*** MATERIAL PROVIDED Section Begins ***
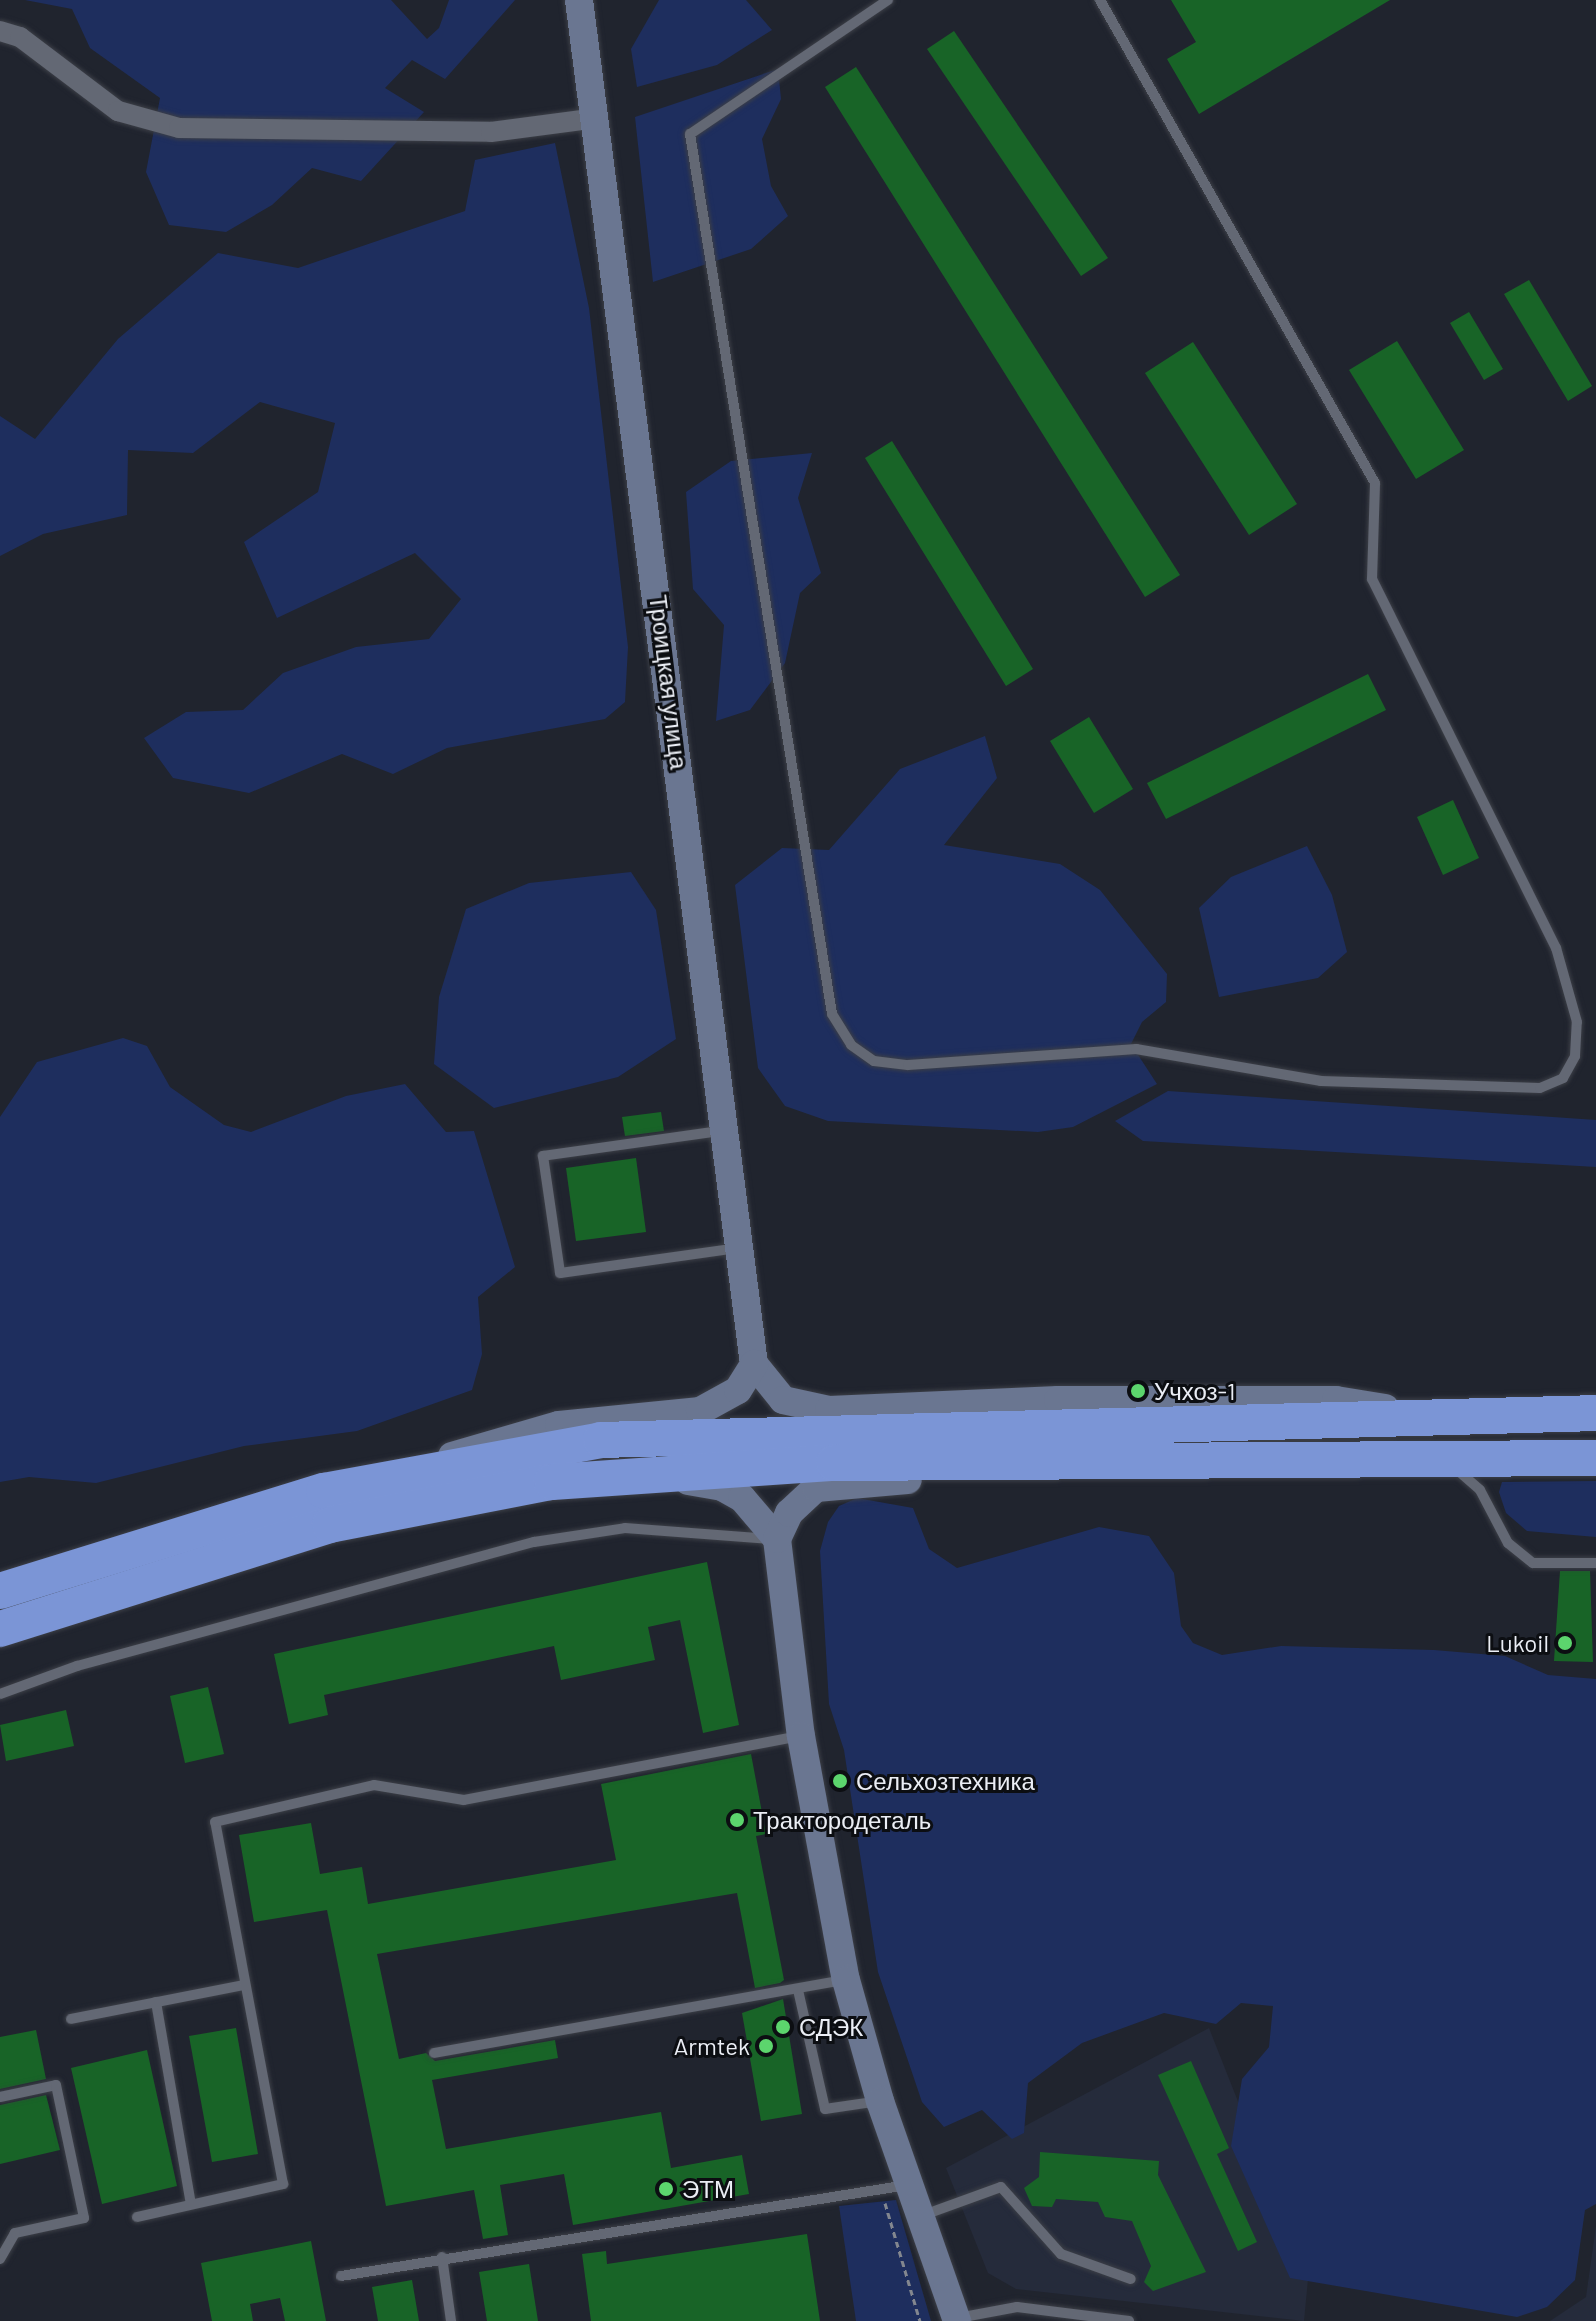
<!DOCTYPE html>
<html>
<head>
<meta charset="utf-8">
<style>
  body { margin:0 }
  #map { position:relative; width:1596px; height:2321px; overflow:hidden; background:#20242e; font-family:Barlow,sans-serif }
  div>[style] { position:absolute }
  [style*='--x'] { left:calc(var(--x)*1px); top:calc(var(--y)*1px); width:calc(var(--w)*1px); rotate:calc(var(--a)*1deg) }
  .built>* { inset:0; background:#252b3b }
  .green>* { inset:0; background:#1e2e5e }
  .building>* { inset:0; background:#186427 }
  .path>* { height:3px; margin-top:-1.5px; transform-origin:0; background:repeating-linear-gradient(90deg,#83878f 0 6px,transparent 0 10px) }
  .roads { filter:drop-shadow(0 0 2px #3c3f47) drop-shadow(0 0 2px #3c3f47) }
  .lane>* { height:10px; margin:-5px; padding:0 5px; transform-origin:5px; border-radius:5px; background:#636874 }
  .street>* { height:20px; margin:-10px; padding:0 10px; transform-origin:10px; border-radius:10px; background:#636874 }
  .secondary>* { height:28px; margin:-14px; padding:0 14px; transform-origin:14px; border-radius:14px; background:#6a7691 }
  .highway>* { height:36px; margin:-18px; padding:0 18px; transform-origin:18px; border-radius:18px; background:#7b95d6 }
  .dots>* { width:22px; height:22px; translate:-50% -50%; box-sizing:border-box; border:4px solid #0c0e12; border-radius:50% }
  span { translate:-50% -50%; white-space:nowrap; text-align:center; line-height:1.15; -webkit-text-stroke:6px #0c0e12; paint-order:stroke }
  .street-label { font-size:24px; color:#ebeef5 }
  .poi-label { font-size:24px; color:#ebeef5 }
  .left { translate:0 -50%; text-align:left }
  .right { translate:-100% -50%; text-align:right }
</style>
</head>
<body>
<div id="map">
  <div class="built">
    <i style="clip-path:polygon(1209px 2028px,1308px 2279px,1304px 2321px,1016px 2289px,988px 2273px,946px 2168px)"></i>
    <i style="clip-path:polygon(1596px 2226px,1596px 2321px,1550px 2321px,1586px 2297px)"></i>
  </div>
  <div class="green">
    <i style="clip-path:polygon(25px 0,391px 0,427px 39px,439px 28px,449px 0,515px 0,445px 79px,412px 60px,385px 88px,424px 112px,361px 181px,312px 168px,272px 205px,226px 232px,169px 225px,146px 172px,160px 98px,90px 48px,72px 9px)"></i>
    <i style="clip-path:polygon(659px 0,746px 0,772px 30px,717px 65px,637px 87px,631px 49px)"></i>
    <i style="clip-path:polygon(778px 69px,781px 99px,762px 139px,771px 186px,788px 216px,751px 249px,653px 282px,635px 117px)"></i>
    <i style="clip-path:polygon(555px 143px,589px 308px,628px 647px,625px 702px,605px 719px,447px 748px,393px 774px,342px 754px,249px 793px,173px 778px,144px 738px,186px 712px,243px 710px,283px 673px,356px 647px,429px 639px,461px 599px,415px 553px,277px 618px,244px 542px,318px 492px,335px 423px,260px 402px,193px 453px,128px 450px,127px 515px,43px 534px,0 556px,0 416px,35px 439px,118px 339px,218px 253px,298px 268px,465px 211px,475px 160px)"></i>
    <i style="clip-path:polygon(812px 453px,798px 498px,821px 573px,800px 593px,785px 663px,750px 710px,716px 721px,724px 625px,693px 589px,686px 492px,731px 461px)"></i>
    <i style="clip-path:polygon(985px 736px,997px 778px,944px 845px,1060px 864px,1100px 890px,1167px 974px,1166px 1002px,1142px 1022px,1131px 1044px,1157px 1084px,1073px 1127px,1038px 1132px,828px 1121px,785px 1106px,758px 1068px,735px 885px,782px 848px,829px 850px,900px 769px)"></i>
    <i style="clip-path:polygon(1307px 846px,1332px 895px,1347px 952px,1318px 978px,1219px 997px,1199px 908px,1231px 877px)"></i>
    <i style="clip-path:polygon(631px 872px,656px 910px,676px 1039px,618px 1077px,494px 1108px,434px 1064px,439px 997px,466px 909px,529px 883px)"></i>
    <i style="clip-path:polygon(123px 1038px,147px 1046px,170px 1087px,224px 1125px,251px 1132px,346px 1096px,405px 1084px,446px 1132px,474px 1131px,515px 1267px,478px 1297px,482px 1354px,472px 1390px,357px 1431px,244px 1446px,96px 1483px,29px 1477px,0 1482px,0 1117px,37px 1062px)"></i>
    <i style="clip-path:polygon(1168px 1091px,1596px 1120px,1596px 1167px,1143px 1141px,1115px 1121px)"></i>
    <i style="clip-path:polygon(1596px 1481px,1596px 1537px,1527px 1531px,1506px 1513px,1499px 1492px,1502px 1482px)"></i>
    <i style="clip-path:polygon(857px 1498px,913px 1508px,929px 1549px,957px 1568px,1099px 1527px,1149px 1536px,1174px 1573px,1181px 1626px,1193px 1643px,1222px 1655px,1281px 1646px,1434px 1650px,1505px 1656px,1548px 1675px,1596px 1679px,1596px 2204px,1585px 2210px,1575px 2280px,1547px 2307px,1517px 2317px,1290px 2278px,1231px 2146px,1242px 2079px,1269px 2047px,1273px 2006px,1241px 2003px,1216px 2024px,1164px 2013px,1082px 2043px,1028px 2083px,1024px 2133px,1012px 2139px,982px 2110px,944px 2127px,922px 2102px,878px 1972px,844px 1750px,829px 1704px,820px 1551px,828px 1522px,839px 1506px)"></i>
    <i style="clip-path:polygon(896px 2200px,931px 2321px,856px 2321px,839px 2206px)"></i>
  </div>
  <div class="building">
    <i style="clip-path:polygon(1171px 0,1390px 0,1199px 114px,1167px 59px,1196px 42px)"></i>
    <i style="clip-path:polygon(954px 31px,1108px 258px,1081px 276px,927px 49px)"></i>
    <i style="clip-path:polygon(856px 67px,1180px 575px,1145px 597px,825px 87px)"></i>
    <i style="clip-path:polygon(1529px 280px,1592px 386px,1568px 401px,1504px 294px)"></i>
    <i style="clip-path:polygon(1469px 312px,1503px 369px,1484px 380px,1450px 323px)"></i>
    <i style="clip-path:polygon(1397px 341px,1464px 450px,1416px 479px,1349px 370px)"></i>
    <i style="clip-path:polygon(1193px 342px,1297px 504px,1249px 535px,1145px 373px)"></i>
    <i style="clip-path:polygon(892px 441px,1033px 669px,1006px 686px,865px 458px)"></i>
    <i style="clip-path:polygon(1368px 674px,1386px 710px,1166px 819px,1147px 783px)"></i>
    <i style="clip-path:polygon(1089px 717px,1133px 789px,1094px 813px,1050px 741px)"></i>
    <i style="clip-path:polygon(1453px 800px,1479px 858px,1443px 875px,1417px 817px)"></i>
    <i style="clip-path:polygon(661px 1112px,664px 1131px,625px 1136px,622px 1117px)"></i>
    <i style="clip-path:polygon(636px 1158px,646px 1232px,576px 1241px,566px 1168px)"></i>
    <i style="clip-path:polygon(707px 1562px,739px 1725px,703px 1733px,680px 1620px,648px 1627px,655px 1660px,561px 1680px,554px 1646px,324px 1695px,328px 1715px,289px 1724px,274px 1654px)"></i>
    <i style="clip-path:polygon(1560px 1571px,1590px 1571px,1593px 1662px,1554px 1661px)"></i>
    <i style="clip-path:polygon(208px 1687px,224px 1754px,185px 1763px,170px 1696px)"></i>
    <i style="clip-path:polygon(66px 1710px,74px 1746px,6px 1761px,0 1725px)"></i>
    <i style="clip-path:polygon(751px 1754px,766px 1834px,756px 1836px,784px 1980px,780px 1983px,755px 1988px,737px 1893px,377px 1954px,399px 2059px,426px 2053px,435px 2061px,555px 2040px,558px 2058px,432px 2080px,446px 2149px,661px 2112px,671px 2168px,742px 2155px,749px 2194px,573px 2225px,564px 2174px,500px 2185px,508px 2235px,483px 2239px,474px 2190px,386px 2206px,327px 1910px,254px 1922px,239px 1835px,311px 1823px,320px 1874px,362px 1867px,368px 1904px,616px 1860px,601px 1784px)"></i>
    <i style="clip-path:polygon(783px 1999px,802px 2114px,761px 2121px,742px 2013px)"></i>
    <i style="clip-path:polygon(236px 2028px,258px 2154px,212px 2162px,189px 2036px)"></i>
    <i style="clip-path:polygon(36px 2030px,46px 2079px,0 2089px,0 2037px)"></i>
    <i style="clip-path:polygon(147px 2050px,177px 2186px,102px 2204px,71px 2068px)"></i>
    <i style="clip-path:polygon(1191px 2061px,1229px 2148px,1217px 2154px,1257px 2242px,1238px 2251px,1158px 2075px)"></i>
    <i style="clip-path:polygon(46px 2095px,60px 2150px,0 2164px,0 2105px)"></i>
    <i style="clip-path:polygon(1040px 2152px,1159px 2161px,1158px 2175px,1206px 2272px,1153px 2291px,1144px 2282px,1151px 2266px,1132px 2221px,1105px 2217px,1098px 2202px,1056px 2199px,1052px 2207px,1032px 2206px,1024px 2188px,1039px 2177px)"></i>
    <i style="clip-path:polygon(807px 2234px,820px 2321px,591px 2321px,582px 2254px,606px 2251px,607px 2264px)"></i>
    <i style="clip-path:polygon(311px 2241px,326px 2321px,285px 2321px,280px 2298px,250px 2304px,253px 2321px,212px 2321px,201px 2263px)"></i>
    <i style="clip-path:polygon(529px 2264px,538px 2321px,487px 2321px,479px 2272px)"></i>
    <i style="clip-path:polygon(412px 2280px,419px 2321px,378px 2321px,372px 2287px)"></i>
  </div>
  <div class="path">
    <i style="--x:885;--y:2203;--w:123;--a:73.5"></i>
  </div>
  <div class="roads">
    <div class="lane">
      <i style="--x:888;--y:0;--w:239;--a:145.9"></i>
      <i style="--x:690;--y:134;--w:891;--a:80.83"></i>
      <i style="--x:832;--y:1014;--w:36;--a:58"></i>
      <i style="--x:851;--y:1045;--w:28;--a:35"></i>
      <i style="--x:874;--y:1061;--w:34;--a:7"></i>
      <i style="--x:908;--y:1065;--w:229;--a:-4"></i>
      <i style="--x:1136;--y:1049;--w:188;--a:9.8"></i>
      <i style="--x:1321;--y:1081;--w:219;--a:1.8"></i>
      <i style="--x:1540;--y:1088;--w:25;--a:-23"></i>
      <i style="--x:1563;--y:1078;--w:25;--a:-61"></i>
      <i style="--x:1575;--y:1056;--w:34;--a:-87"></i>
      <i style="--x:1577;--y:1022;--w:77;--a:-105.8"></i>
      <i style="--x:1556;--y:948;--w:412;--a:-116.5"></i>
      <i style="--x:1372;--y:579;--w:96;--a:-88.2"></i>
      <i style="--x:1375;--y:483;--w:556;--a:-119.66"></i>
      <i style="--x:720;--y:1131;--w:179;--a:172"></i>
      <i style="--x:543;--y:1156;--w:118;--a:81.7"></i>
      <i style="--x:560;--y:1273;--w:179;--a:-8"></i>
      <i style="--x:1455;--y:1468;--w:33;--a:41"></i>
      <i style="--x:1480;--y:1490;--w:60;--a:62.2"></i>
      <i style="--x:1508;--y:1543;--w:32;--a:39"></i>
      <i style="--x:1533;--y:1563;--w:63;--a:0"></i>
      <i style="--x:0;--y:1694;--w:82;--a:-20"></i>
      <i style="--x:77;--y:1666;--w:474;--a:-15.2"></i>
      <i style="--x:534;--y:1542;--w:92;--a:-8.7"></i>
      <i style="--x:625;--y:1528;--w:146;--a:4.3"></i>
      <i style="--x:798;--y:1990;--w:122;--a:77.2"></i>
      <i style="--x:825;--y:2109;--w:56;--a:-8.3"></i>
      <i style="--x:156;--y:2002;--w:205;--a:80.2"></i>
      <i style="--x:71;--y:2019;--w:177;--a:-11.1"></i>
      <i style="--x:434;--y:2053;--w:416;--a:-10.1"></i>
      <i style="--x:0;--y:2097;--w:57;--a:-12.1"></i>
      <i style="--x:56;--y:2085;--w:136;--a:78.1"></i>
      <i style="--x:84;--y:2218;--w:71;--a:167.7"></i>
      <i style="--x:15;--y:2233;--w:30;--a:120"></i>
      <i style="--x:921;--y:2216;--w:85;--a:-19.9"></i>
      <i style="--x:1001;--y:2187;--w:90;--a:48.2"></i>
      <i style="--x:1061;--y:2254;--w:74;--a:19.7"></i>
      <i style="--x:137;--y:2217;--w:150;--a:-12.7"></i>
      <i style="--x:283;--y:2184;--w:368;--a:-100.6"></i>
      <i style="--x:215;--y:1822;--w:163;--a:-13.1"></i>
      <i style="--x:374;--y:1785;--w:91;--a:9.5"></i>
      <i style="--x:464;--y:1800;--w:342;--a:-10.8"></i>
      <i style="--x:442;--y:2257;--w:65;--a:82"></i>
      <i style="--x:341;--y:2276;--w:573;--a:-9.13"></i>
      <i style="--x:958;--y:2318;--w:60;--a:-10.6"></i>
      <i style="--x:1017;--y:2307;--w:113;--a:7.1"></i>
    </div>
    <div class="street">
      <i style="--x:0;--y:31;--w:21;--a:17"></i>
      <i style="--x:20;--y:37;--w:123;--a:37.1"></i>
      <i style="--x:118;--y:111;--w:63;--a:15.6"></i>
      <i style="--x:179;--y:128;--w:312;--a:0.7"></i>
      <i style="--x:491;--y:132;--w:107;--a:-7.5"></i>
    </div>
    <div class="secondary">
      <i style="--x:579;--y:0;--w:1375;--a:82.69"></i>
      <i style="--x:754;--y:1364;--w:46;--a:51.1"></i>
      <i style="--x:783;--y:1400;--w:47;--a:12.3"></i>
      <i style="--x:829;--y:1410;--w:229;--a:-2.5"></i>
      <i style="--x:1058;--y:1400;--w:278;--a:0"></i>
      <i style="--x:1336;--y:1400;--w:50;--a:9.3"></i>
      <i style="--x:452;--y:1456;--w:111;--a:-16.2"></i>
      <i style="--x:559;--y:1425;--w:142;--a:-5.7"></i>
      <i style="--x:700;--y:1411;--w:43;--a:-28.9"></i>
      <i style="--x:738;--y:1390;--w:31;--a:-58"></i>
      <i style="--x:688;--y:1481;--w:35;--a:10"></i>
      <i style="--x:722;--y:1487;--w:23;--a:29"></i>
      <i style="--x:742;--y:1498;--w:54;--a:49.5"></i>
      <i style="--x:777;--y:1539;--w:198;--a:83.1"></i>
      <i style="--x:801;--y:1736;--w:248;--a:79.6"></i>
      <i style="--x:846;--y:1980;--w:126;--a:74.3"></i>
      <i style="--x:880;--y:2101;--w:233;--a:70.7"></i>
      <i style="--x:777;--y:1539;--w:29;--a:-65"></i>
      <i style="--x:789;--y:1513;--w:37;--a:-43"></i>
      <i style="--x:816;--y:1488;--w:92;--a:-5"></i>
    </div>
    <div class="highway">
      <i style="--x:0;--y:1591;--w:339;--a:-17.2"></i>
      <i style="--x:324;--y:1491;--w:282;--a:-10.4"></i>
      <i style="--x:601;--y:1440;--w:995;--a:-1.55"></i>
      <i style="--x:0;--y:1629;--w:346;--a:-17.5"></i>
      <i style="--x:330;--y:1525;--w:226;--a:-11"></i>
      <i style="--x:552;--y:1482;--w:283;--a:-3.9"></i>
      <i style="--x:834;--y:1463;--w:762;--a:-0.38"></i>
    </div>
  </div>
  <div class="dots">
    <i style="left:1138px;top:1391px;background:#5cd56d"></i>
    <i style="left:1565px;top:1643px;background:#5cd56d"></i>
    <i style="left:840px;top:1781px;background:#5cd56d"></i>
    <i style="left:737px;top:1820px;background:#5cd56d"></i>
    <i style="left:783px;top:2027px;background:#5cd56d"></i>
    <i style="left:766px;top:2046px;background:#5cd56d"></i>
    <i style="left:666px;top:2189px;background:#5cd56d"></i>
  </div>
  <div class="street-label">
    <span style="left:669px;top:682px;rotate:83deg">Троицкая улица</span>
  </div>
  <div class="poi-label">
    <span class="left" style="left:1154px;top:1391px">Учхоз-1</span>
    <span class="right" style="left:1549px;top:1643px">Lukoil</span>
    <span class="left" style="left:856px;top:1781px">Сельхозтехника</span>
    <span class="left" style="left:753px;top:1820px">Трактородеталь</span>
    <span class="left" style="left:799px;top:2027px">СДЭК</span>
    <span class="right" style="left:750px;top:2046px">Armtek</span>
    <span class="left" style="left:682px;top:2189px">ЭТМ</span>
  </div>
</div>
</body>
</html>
*** MATERIAL PROVIDED Section Ends ***
Count every line of the entries that holds the string "position". Please answer with the count alone.

## SOLUTION BELOW
2